● DESCRIPTION OF THE TASK: Select all lines in the records that include "Right".

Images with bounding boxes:

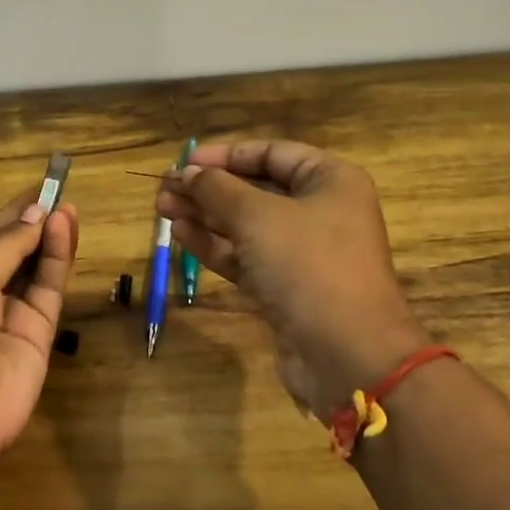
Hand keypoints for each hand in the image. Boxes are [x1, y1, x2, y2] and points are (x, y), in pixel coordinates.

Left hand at [0, 190, 78, 481]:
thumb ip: (6, 245)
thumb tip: (36, 214)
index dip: (10, 214)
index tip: (39, 189)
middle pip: (13, 252)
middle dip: (33, 223)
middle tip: (59, 193)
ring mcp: (10, 317)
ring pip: (36, 270)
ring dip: (50, 238)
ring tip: (67, 207)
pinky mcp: (39, 336)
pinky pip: (50, 291)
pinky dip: (58, 261)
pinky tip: (65, 231)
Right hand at [155, 141, 426, 413]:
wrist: (347, 355)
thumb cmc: (308, 266)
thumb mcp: (258, 216)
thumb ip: (218, 189)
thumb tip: (188, 172)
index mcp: (329, 181)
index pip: (272, 153)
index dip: (226, 155)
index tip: (186, 161)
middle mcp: (320, 211)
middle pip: (255, 189)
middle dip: (208, 188)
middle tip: (165, 188)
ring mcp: (302, 253)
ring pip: (245, 224)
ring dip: (204, 215)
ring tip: (162, 208)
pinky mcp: (285, 288)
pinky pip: (245, 256)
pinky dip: (214, 245)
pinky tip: (180, 234)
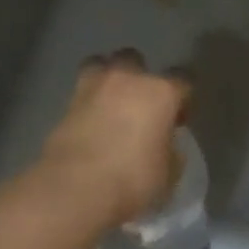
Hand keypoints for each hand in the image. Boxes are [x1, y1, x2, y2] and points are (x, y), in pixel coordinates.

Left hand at [38, 51, 189, 226]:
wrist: (74, 189)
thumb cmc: (132, 180)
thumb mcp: (168, 174)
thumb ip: (170, 152)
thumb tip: (164, 145)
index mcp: (160, 92)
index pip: (183, 79)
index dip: (183, 97)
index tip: (178, 119)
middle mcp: (126, 80)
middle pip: (134, 59)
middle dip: (139, 77)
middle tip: (141, 106)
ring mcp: (92, 88)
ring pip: (100, 64)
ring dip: (107, 79)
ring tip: (110, 104)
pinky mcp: (65, 104)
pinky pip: (81, 93)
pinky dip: (87, 103)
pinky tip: (90, 125)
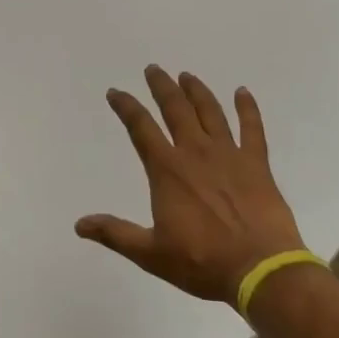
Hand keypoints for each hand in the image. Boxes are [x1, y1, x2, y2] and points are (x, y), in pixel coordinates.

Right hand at [77, 66, 304, 302]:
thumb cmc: (202, 261)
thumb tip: (79, 225)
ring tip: (187, 75)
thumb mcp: (151, 253)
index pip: (141, 128)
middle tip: (153, 69)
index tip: (116, 92)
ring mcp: (229, 154)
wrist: (259, 268)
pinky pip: (252, 128)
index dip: (126, 107)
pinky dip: (247, 108)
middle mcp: (195, 152)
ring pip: (210, 112)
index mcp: (167, 170)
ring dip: (196, 91)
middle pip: (175, 109)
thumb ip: (115, 234)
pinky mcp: (256, 163)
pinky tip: (242, 92)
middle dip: (162, 86)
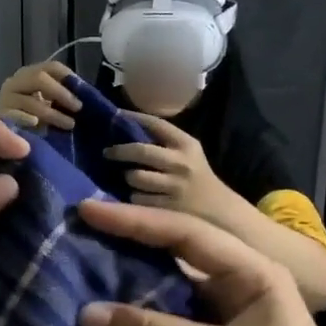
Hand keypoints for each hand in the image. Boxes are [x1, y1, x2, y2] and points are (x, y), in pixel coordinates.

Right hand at [0, 61, 79, 130]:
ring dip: (53, 114)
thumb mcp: (50, 104)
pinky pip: (16, 117)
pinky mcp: (0, 117)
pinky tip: (38, 125)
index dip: (70, 77)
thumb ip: (64, 97)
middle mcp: (15, 82)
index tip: (84, 93)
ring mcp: (5, 99)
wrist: (2, 137)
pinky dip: (28, 120)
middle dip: (62, 93)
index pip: (52, 67)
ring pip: (31, 101)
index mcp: (30, 74)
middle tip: (78, 108)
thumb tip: (87, 95)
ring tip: (69, 125)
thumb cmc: (33, 120)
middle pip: (39, 78)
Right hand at [76, 200, 325, 325]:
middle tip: (73, 238)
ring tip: (74, 279)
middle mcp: (234, 292)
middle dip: (124, 250)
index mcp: (250, 274)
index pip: (183, 234)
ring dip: (123, 294)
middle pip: (170, 261)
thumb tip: (85, 313)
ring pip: (162, 301)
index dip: (133, 221)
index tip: (86, 212)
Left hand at [104, 114, 231, 220]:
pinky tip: (139, 195)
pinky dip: (134, 196)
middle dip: (119, 151)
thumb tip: (126, 129)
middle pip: (140, 151)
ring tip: (128, 176)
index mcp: (187, 145)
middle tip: (107, 152)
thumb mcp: (189, 153)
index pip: (156, 124)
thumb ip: (164, 142)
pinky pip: (137, 198)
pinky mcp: (167, 207)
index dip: (134, 117)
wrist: (219, 210)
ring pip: (135, 176)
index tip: (116, 115)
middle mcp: (181, 163)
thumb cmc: (197, 177)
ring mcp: (174, 186)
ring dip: (127, 176)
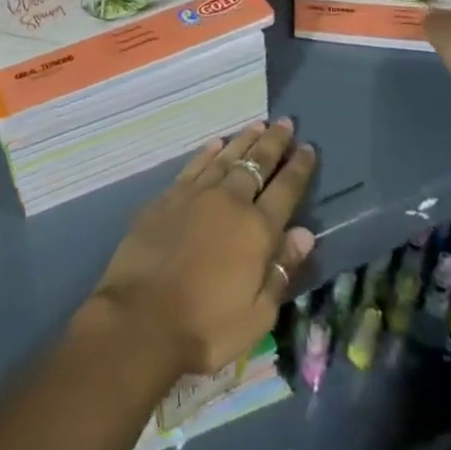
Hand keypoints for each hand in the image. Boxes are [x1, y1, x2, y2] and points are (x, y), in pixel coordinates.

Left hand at [90, 120, 316, 377]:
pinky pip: (195, 165)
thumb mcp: (258, 314)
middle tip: (285, 123)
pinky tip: (216, 143)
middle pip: (257, 164)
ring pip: (226, 158)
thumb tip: (305, 233)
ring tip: (257, 125)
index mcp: (257, 230)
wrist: (142, 317)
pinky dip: (208, 152)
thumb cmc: (206, 326)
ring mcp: (196, 194)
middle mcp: (229, 201)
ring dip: (244, 140)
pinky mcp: (168, 196)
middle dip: (273, 143)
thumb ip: (282, 269)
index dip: (298, 168)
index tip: (308, 147)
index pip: (285, 190)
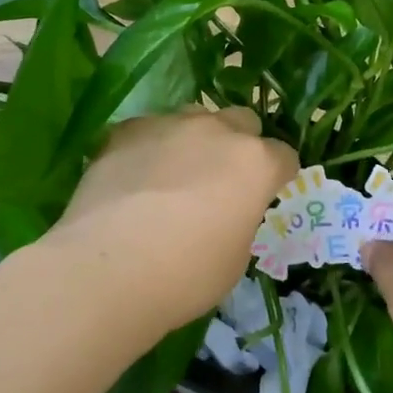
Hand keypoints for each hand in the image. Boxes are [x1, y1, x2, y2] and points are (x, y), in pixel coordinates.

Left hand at [51, 108, 297, 333]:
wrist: (108, 268)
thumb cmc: (185, 275)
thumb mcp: (235, 258)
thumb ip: (240, 219)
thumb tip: (226, 211)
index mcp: (255, 163)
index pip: (284, 156)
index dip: (278, 176)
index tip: (266, 194)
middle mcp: (217, 130)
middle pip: (242, 121)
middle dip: (240, 144)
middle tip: (222, 180)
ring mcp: (169, 124)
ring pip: (194, 117)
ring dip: (195, 139)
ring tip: (175, 173)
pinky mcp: (126, 129)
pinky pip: (149, 129)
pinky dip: (150, 146)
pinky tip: (134, 176)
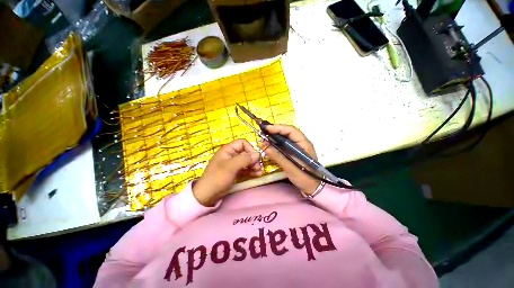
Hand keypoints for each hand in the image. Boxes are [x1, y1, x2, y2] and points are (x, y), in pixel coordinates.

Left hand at [193, 139, 261, 205]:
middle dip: (253, 159)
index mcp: (228, 150)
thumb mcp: (231, 167)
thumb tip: (257, 154)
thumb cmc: (218, 178)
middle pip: (246, 152)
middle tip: (258, 167)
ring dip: (254, 165)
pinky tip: (257, 175)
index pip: (242, 143)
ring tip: (260, 172)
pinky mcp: (235, 172)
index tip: (255, 158)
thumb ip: (244, 159)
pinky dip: (251, 171)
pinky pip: (245, 169)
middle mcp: (231, 155)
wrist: (207, 195)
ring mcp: (233, 164)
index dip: (250, 148)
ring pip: (247, 161)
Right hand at [260, 125, 320, 195]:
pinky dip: (275, 145)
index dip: (279, 128)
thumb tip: (265, 147)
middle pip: (287, 133)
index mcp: (304, 144)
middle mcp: (300, 143)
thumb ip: (279, 157)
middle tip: (263, 134)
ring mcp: (296, 147)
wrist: (312, 187)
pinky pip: (283, 145)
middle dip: (275, 132)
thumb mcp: (291, 168)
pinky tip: (269, 147)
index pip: (291, 130)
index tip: (267, 129)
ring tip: (264, 140)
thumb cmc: (305, 178)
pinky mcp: (293, 152)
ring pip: (284, 139)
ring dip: (274, 138)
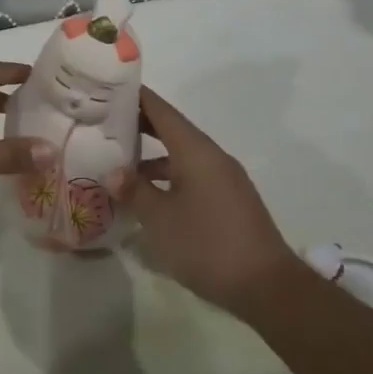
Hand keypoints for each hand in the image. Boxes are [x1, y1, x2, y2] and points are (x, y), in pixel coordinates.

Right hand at [127, 87, 300, 310]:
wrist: (267, 286)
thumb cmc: (208, 245)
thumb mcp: (160, 220)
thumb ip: (135, 191)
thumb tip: (114, 172)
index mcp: (196, 152)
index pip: (162, 111)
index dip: (136, 97)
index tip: (109, 87)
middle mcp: (213, 157)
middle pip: (172, 129)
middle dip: (140, 124)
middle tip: (105, 121)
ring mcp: (225, 179)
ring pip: (182, 155)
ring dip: (153, 155)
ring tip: (120, 161)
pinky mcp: (230, 200)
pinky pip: (193, 174)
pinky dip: (169, 176)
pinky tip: (150, 196)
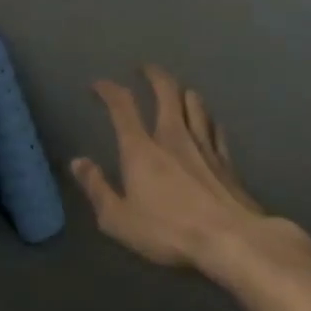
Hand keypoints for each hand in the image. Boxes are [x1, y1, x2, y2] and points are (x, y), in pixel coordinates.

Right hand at [70, 65, 310, 279]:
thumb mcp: (118, 219)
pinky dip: (207, 118)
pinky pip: (215, 128)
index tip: (99, 85)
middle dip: (153, 75)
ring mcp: (204, 145)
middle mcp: (172, 136)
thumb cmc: (169, 231)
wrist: (232, 241)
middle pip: (166, 92)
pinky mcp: (227, 161)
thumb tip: (78, 162)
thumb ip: (97, 188)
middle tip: (145, 69)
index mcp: (141, 148)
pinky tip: (208, 121)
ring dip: (182, 92)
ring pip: (194, 104)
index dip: (108, 89)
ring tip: (176, 91)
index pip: (122, 106)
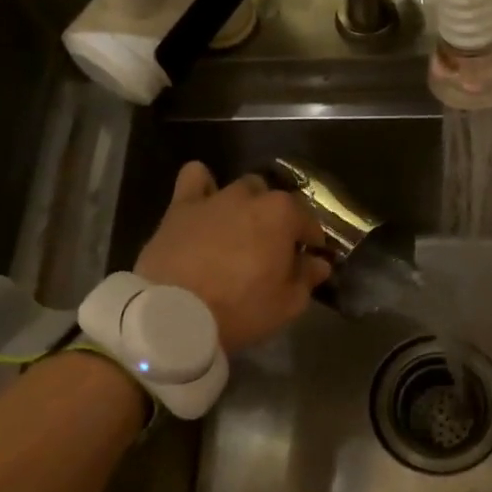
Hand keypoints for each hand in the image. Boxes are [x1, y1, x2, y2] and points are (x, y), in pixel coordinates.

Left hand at [135, 163, 330, 352]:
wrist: (174, 314)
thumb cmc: (240, 309)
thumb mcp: (287, 304)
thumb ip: (306, 278)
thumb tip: (318, 263)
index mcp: (283, 215)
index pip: (308, 222)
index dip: (311, 242)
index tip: (308, 260)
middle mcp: (251, 197)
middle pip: (274, 201)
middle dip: (277, 220)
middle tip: (271, 249)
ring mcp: (214, 198)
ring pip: (240, 188)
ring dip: (246, 204)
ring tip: (239, 230)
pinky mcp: (180, 207)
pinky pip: (194, 177)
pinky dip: (203, 185)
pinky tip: (205, 203)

● RESPONSE BOX:
Right hand at [155, 141, 426, 413]:
Right hand at [77, 66, 304, 302]:
Right hand at [0, 61, 79, 130]:
Right hand at [76, 200, 325, 325]:
Right hand at [260, 125, 320, 195]:
Right hand at [127, 87, 300, 310]:
Right hand at [70, 65, 310, 279]:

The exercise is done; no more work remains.